Before actually diving into how OpenSIPS 2.4 solves the before mentioned issues, let’s first see the most popular scenarios we considered when designing the dialog clustering support:

  • Active – Backup setup for High Availability using Virtual IPs. The idea here would be to have a Virtual IP (or floating IP) facing the end-users. This IP will be automatically moved from a failed instance to a hot-backup server by tools like vrrpd, KeepaliveD, Heartbeat.
  • Active – Active setup, or a double cross Active-Backup. This is a more “creative” approach using two Virtual IPs, each server being active for one of them and backup for the other, and still sharing all the dialogs, in order to handle both VIPs when a server fails.
  • Anycast setup for Distributed calls (High Availability and Balancing).

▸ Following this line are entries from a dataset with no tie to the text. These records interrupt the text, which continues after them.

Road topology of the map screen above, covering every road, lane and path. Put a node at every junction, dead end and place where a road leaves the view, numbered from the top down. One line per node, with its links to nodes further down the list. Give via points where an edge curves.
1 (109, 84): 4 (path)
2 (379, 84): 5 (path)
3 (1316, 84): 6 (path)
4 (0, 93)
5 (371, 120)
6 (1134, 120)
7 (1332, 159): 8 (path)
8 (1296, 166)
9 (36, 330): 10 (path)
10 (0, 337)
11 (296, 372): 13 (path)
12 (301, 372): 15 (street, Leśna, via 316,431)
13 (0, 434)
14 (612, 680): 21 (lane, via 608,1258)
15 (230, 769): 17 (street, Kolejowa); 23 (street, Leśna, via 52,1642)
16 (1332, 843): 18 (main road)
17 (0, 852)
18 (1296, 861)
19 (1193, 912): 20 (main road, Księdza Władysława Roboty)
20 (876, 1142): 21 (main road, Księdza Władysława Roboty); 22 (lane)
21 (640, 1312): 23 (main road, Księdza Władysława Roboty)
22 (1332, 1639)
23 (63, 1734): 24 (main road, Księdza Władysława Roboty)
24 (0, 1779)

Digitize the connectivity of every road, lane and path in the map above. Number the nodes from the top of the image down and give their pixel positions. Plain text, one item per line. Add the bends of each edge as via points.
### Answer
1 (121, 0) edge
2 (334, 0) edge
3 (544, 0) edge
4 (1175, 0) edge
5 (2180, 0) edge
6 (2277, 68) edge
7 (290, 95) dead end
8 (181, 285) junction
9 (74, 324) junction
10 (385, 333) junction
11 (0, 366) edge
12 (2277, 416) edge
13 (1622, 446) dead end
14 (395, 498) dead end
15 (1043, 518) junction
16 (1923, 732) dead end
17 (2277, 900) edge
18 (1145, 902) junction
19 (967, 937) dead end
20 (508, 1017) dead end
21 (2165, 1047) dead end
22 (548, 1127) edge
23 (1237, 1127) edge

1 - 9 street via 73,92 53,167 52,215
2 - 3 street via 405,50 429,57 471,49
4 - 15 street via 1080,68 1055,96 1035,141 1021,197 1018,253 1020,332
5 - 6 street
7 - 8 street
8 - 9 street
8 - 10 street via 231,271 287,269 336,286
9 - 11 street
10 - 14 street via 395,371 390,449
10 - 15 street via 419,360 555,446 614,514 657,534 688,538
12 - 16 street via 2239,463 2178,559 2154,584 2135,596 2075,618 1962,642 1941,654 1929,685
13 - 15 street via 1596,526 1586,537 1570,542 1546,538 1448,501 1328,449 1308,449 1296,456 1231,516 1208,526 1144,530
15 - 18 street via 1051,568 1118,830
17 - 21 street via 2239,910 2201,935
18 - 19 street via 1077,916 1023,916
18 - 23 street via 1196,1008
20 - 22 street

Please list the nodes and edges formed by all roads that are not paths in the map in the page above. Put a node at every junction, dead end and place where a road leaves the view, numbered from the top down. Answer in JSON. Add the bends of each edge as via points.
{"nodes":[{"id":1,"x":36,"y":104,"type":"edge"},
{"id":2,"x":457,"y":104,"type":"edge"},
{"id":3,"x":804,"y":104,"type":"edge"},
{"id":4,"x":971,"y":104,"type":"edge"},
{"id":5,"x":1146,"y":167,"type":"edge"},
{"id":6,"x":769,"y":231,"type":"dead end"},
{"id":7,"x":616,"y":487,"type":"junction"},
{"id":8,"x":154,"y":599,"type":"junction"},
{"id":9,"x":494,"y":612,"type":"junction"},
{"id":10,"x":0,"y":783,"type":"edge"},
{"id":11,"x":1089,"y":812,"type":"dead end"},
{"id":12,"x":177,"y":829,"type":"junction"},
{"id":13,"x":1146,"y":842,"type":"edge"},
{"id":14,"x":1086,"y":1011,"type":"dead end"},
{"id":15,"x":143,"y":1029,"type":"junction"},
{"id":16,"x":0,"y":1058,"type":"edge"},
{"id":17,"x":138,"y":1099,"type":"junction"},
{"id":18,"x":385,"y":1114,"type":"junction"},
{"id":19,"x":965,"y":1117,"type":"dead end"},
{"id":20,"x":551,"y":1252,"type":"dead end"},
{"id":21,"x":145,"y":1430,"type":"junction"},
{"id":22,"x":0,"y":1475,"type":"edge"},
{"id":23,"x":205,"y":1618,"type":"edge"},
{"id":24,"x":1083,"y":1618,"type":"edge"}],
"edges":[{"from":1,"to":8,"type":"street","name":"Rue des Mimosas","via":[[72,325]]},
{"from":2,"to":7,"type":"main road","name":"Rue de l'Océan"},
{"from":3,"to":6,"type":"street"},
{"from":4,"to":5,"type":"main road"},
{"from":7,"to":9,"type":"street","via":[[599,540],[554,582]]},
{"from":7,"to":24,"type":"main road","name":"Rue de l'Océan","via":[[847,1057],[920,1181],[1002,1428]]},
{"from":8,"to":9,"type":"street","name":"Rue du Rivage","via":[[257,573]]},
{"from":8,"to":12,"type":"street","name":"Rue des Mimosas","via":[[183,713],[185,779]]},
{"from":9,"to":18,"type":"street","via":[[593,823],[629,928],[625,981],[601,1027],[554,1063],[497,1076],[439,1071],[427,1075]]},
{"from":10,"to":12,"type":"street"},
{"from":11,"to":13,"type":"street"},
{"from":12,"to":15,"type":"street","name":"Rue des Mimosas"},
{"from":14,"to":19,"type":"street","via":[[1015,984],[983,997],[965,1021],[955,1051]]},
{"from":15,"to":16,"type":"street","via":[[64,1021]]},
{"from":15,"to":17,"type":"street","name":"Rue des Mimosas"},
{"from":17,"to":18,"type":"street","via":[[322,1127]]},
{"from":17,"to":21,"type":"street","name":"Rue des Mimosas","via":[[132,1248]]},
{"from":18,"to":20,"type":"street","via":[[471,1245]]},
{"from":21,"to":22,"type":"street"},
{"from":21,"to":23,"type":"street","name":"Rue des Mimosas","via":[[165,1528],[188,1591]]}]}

This relies on the newly add full support for Anycast introduced in OpenSIPS 2.4. You can find more details in the dedicated article.

Dialog Clustering with OpenSIPS 2.4

The new dialog clustering support in OpenSIPS 2.4 is addressing all the mentioned limitations by properly and fully addressing the typical clustering scenarios. But first let’s see which are the newly introduced concepts in OpenSIPS 2.4 when it comes to clustering dialogs.

Data synchronization

In order to address our first discussed issue, the improved clustering under-layer in OpenSIPS 2.4 offers the capability of synchronizing a freshly booted node with the complete data set from the cluster in a fast and transparent manner. This way, we can minimize the impact of restarting an OpenSIPS instance, or plugging a new node in the cluster on the fly, without needing any DB storage or having to accept the compromise of lost dialogs. We can also perform a sync at any time via an MI command, if for some reason the dialog data got desynchronized on a given instance.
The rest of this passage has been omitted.